** Work instruction **
Find how many lines of the following entries contain "edges". Reply with the number alone.

** Working data **
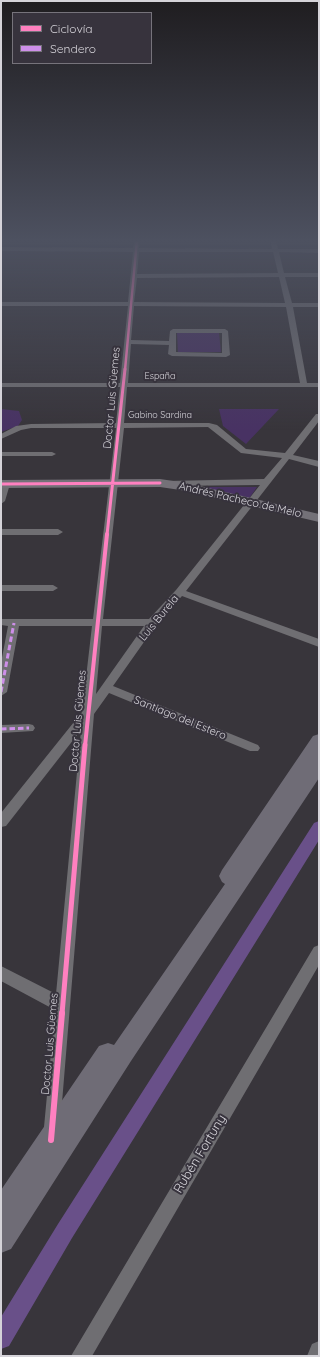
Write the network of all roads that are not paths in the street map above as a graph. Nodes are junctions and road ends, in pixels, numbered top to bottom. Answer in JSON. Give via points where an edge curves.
{"nodes":[{"id":1,"x":1,"y":304,"type":"edge"},
{"id":2,"x":131,"y":304,"type":"junction"},
{"id":3,"x":289,"y":305,"type":"junction"},
{"id":4,"x":319,"y":305,"type":"edge"},
{"id":5,"x":126,"y":342,"type":"junction"},
{"id":6,"x":173,"y":343,"type":"junction"},
{"id":7,"x":1,"y":385,"type":"edge"},
{"id":8,"x":304,"y":385,"type":"junction"},
{"id":9,"x":319,"y":385,"type":"edge"},
{"id":10,"x":124,"y":386,"type":"junction"},
{"id":11,"x":319,"y":416,"type":"edge"},
{"id":12,"x":120,"y":425,"type":"junction"},
{"id":13,"x":1,"y":437,"type":"edge"},
{"id":14,"x":1,"y":454,"type":"edge"},
{"id":15,"x":52,"y":454,"type":"dead end"},
{"id":16,"x":288,"y":456,"type":"junction"},
{"id":17,"x":319,"y":464,"type":"edge"},
{"id":18,"x":266,"y":482,"type":"junction"},
{"id":19,"x":160,"y":483,"type":"junction"},
{"id":20,"x":4,"y":484,"type":"edge"},
{"id":21,"x":112,"y":484,"type":"junction"},
{"id":22,"x":1,"y":501,"type":"edge"},
{"id":23,"x":250,"y":502,"type":"junction"},
{"id":24,"x":319,"y":518,"type":"edge"},
{"id":25,"x":1,"y":532,"type":"edge"},
{"id":26,"x":58,"y":532,"type":"dead end"},
{"id":27,"x":1,"y":588,"type":"edge"},
{"id":28,"x":53,"y":588,"type":"dead end"},
{"id":29,"x":180,"y":592,"type":"junction"},
{"id":30,"x":1,"y":622,"type":"edge"},
{"id":31,"x":14,"y":622,"type":"junction"},
{"id":32,"x":97,"y":623,"type":"junction"},
{"id":33,"x":152,"y":623,"type":"junction"},
{"id":34,"x":319,"y":643,"type":"edge"},
{"id":35,"x":106,"y":687,"type":"junction"},
{"id":36,"x":1,"y":692,"type":"edge"},
{"id":37,"x":88,"y":713,"type":"junction"},
{"id":38,"x":29,"y":728,"type":"dead end"},
{"id":39,"x":1,"y":729,"type":"edge"},
{"id":40,"x":319,"y":741,"type":"edge"},
{"id":41,"x":254,"y":748,"type":"dead end"},
{"id":42,"x":319,"y":764,"type":"edge"},
{"id":43,"x":3,"y":816,"type":"edge"},
{"id":44,"x":319,"y":952,"type":"edge"},
{"id":45,"x":315,"y":970,"type":"edge"},
{"id":46,"x":1,"y":973,"type":"edge"},
{"id":47,"x":63,"y":1006,"type":"junction"},
{"id":48,"x":51,"y":1140,"type":"junction"},
{"id":49,"x":1,"y":1214,"type":"edge"},
{"id":50,"x":1,"y":1239,"type":"edge"},
{"id":51,"x":319,"y":1351,"type":"edge"},
{"id":52,"x":81,"y":1356,"type":"edge"},
{"id":53,"x":317,"y":1356,"type":"edge"}],
"edges":[{"from":1,"to":2,"type":"street"},
{"from":2,"to":3,"type":"street"},
{"from":2,"to":5,"type":"street","name":"Doctor Luis Güemes"},
{"from":3,"to":4,"type":"street"},
{"from":3,"to":8,"type":"street"},
{"from":5,"to":6,"type":"street"},
{"from":5,"to":10,"type":"street","name":"Doctor Luis Güemes"},
{"from":6,"to":6,"type":"street","via":[[173,331],[225,331],[226,355],[172,354]]},
{"from":7,"to":10,"type":"street","name":"España"},
{"from":8,"to":9,"type":"street","name":"España"},
{"from":8,"to":10,"type":"street","name":"España"},
{"from":10,"to":12,"type":"street","name":"Doctor Luis Güemes"},
{"from":11,"to":16,"type":"street","name":"Luis Burela"},
{"from":12,"to":13,"type":"street","name":"Gabino Sardina","via":[[31,426],[19,428]]},
{"from":12,"to":16,"type":"street","name":"Gabino Sardina","via":[[209,425],[244,451]]},
{"from":12,"to":21,"type":"street","name":"Doctor Luis Güemes"},
{"from":14,"to":15,"type":"street"},
{"from":16,"to":17,"type":"street","name":"Gabino Sardina"},
{"from":16,"to":18,"type":"street","name":"Luis Burela"},
{"from":18,"to":19,"type":"street"},
{"from":18,"to":23,"type":"street","name":"Luis Burela"},
{"from":19,"to":21,"type":"main road","name":"Andrés Pacheco de Melo"},
{"from":19,"to":23,"type":"main road","name":"Andrés Pacheco de Melo"},
{"from":20,"to":21,"type":"main road","name":"Andrés Pacheco de Melo"},
{"from":20,"to":22,"type":"street"},
{"from":21,"to":32,"type":"street","name":"Doctor Luis Güemes"},
{"from":23,"to":24,"type":"main road","name":"Andrés Pacheco de Melo"},
{"from":23,"to":29,"type":"street","name":"Luis Burela"},
{"from":25,"to":26,"type":"street"},
{"from":27,"to":28,"type":"street"},
{"from":29,"to":33,"type":"street","name":"Luis Burela"},
{"from":29,"to":34,"type":"street"},
{"from":30,"to":31,"type":"street"},
{"from":31,"to":32,"type":"street"},
{"from":31,"to":36,"type":"street"},
{"from":32,"to":33,"type":"street"},
{"from":32,"to":37,"type":"street","name":"Doctor Luis Güemes"},
{"from":33,"to":35,"type":"street","name":"Luis Burela"},
{"from":35,"to":37,"type":"street","name":"Luis Burela"},
{"from":35,"to":41,"type":"street","name":"Santiago del Estero"},
{"from":37,"to":43,"type":"street","name":"Luis Burela"},
{"from":37,"to":47,"type":"street","name":"Doctor Luis Güemes"},
{"from":38,"to":39,"type":"street"},
{"from":40,"to":48,"type":"main road"},
{"from":42,"to":50,"type":"main road","via":[[123,1053]]},
{"from":44,"to":45,"type":"street","name":"Rubén Fortuny"},
{"from":45,"to":52,"type":"street","name":"Rubén Fortuny"},
{"from":46,"to":47,"type":"street"},
{"from":47,"to":48,"type":"street","name":"Doctor Luis Güemes"},
{"from":48,"to":49,"type":"main road"},
{"from":51,"to":53,"type":"street"}]}
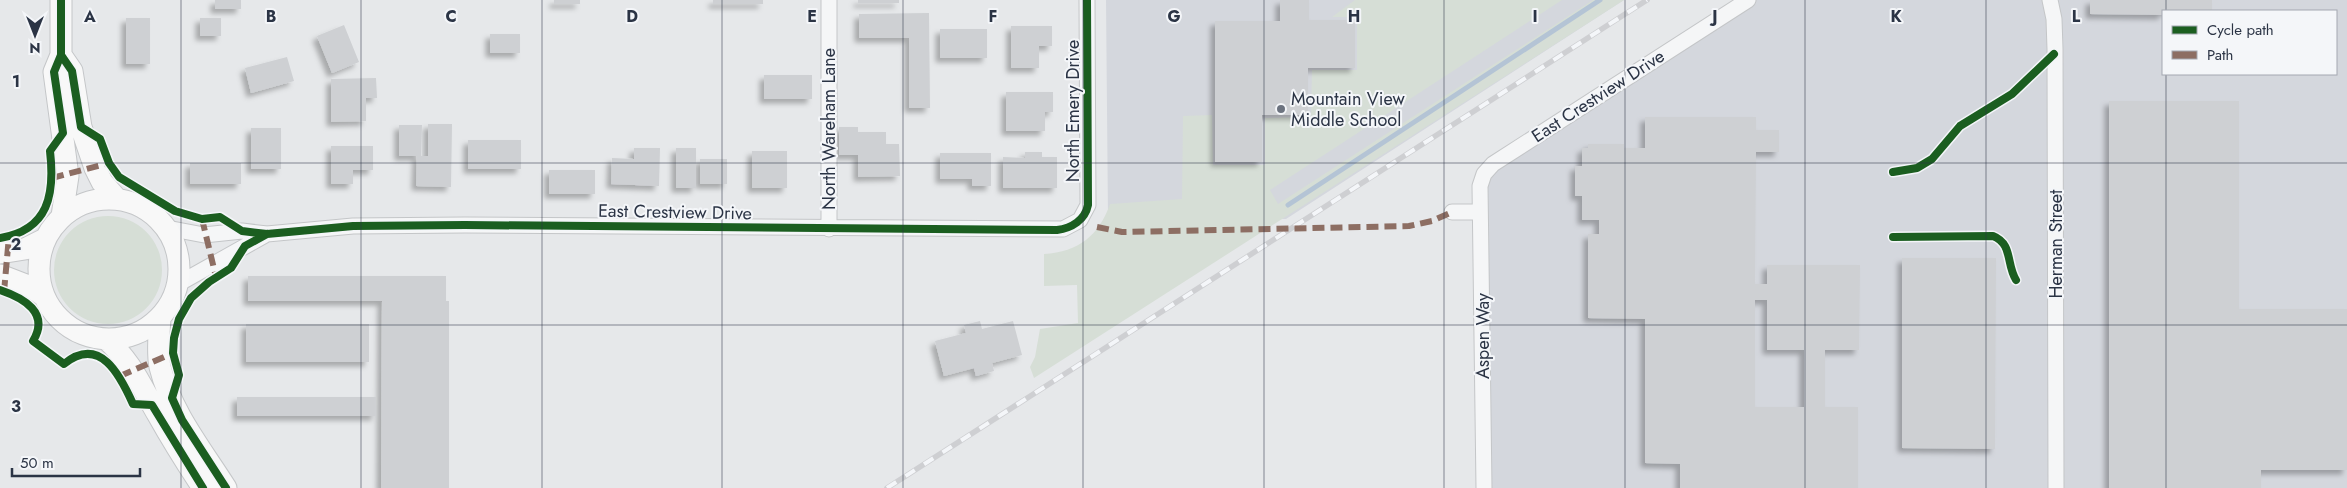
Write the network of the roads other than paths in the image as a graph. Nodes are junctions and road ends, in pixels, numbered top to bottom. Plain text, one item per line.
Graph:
1 (61, 0) edge
2 (829, 0) edge
3 (1088, 0) edge
4 (1748, 0) edge
5 (2050, 0) edge
6 (61, 55) junction
7 (116, 198) junction
8 (1452, 212) dead end
9 (1480, 212) junction
10 (62, 216) junction
11 (1080, 220) joint
12 (167, 228) junction
13 (829, 229) junction
14 (267, 234) junction
15 (44, 239) junction
16 (0, 252) edge
17 (0, 274) edge
18 (178, 284) junction
19 (44, 296) junction
20 (160, 318) junction
21 (106, 339) junction
22 (202, 488) edge
23 (226, 488) edge
24 (1484, 488) edge
25 (2056, 488) edge

1 - 6 main road
2 - 13 street, North Wareham Lane
3 - 11 street, North Emery Drive
4 - 9 street, East Crestview Drive
5 - 25 street, Herman Street
6 - 7 main road
6 - 10 main road
7 - 10 main road
7 - 12 main road
8 - 9 street
9 - 24 street, Aspen Way
10 - 15 main road
11 - 13 street, East Crestview Drive
12 - 14 street, East Crestview Drive
12 - 18 main road
13 - 14 street, East Crestview Drive
14 - 18 street, East Crestview Drive
15 - 16 main road
15 - 19 main road
17 - 19 main road
18 - 20 main road
19 - 21 main road
20 - 21 main road
20 - 23 main road
21 - 22 main road

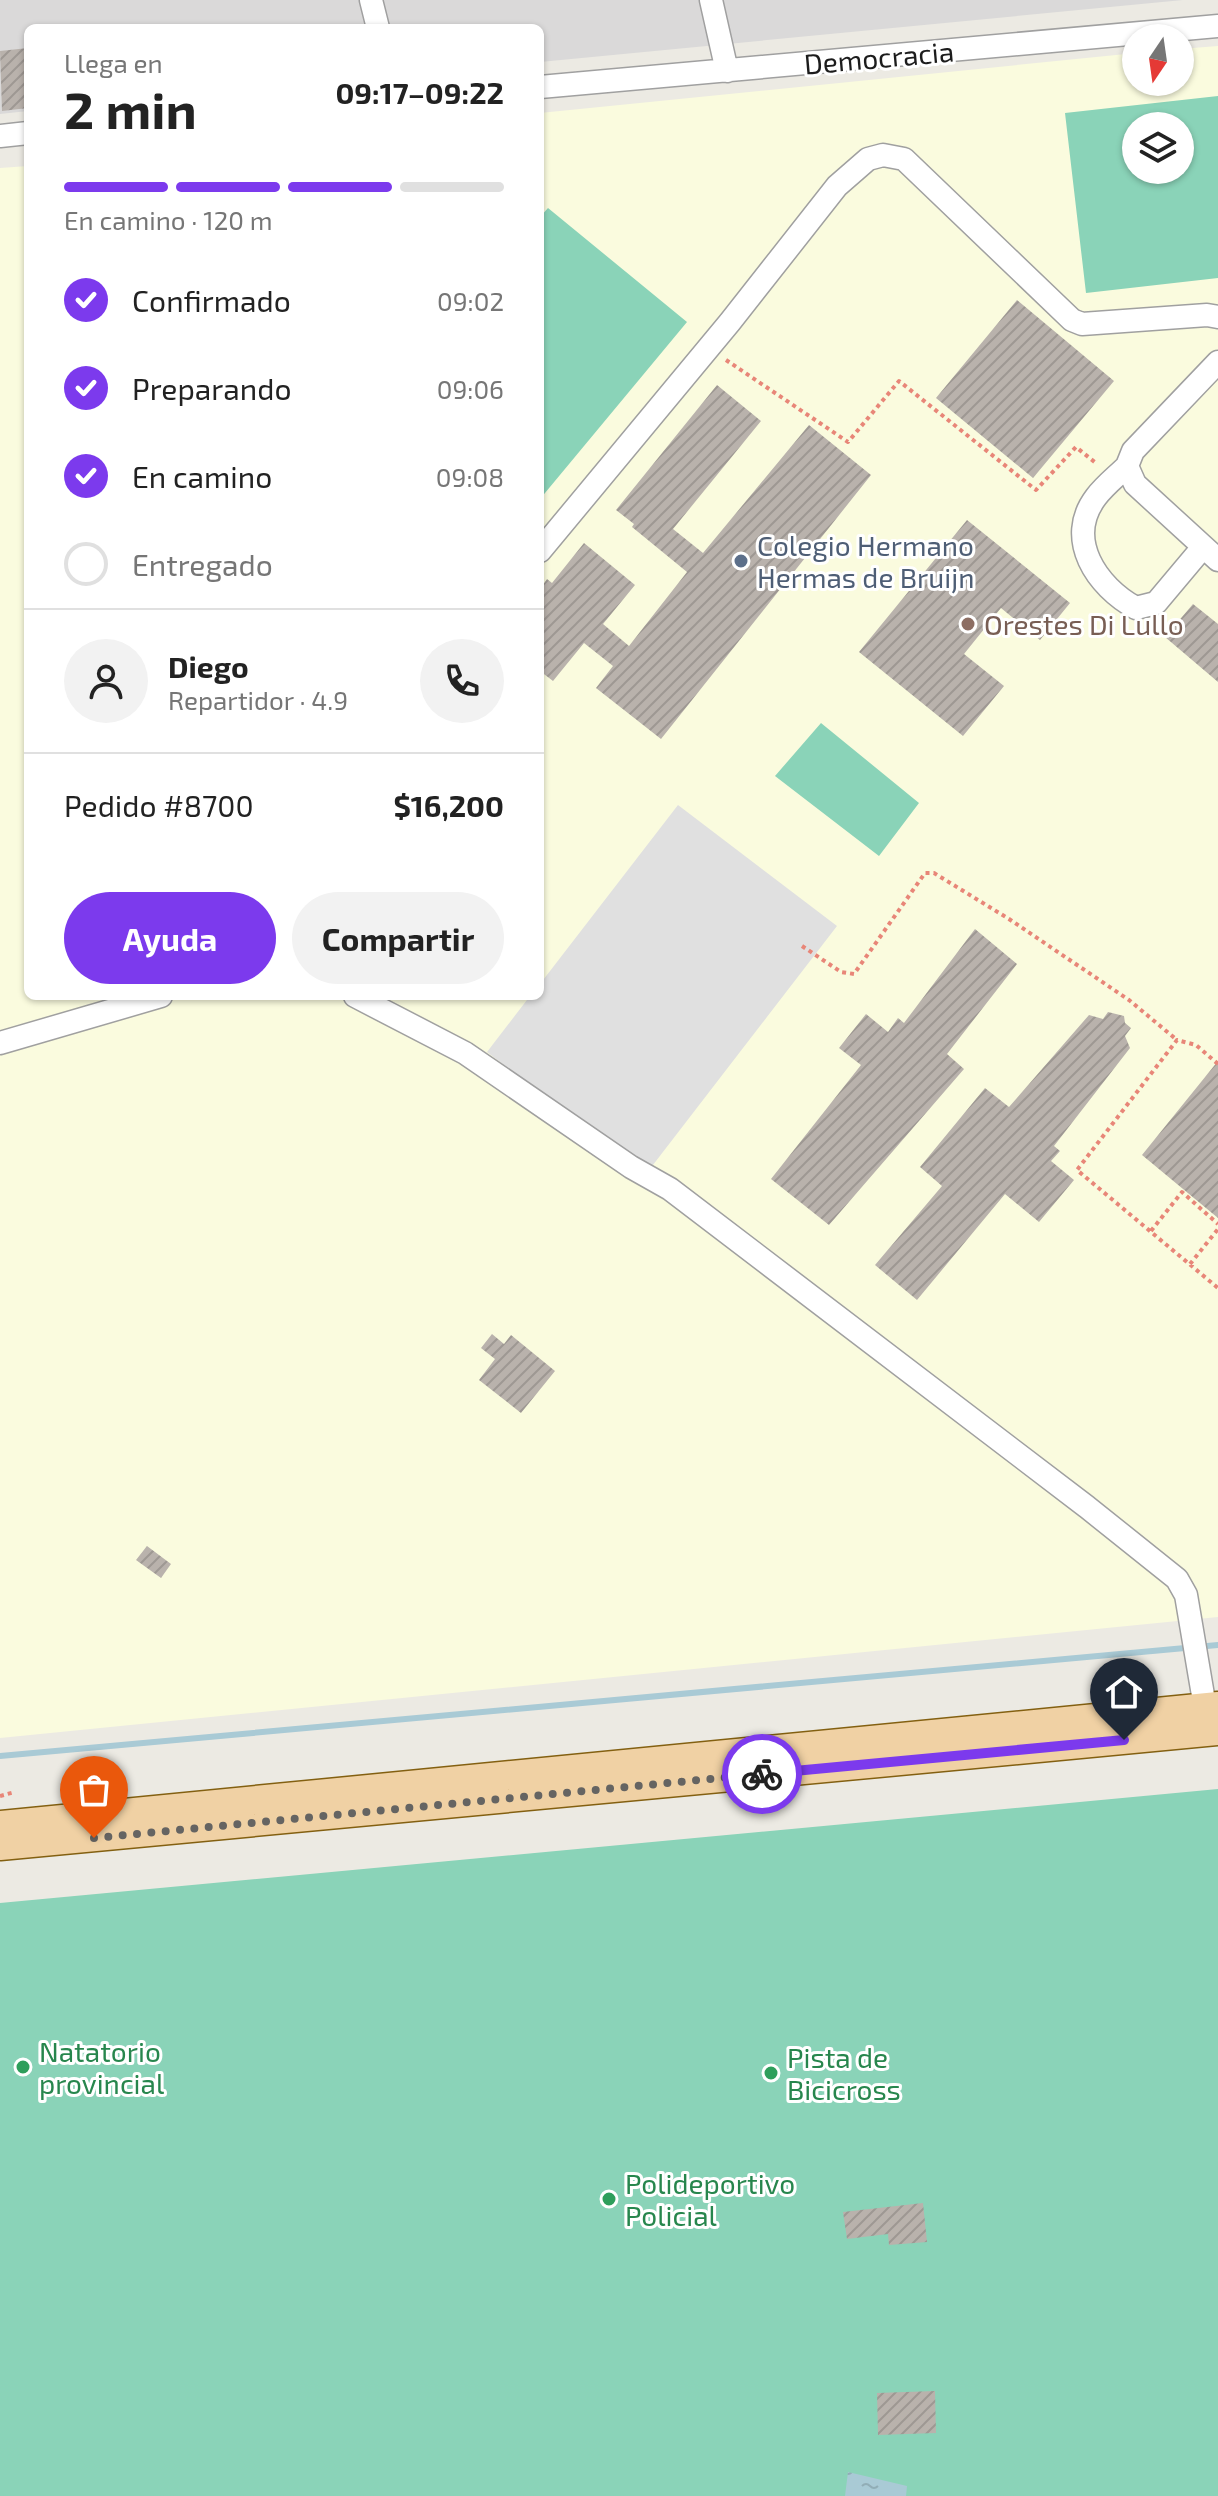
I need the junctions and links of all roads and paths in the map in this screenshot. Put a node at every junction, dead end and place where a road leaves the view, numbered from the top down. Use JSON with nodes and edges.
{"nodes":[{"id":1,"x":371,"y":0,"type":"edge"},
{"id":2,"x":711,"y":0,"type":"edge"},
{"id":3,"x":377,"y":24,"type":"edge"},
{"id":4,"x":1218,"y":26,"type":"edge"},
{"id":5,"x":727,"y":71,"type":"junction"},
{"id":6,"x":544,"y":87,"type":"edge"},
{"id":7,"x":24,"y":133,"type":"edge"},
{"id":8,"x":0,"y":136,"type":"edge"},
{"id":9,"x":1218,"y":317,"type":"edge"},
{"id":10,"x":709,"y":348,"type":"junction"},
{"id":11,"x":1218,"y":362,"type":"edge"},
{"id":12,"x":1121,"y":472,"type":"junction"},
{"id":13,"x":544,"y":546,"type":"edge"},
{"id":14,"x":1211,"y":554,"type":"edge"},
{"id":15,"x":802,"y":946,"type":"dead end"},
{"id":16,"x":147,"y":1000,"type":"edge"},
{"id":17,"x":363,"y":1000,"type":"edge"},
{"id":18,"x":1177,"y":1040,"type":"junction"},
{"id":19,"x":0,"y":1043,"type":"edge"},
{"id":20,"x":1218,"y":1064,"type":"edge"},
{"id":21,"x":1218,"y":1227,"type":"edge"},
{"id":22,"x":1150,"y":1231,"type":"junction"},
{"id":23,"x":1190,"y":1264,"type":"junction"},
{"id":24,"x":1218,"y":1288,"type":"edge"},
{"id":25,"x":1214,"y":1715,"type":"edge"},
{"id":26,"x":15,"y":1792,"type":"dead end"},
{"id":27,"x":0,"y":1796,"type":"edge"},
{"id":28,"x":0,"y":1825,"type":"edge"},
{"id":29,"x":0,"y":1846,"type":"edge"}],
"edges":[{"from":1,"to":3,"type":"street"},
{"from":2,"to":5,"type":"street"},
{"from":4,"to":5,"type":"street","name":"Democracia"},
{"from":5,"to":6,"type":"street","name":"Democracia"},
{"from":7,"to":8,"type":"street"},
{"from":9,"to":10,"type":"street"},
{"from":10,"to":12,"type":"path"},
{"from":10,"to":13,"type":"street"},
{"from":11,"to":12,"type":"street"},
{"from":12,"to":14,"type":"street"},
{"from":12,"to":14,"type":"street"},
{"from":15,"to":18,"type":"path"},
{"from":16,"to":19,"type":"street"},
{"from":17,"to":25,"type":"street"},
{"from":18,"to":20,"type":"path"},
{"from":18,"to":22,"type":"path"},
{"from":21,"to":22,"type":"path"},
{"from":21,"to":23,"type":"path"},
{"from":22,"to":23,"type":"path"},
{"from":23,"to":24,"type":"path"},
{"from":25,"to":28,"type":"main road"},
{"from":25,"to":29,"type":"main road"},
{"from":26,"to":27,"type":"path"}]}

** Task response **
3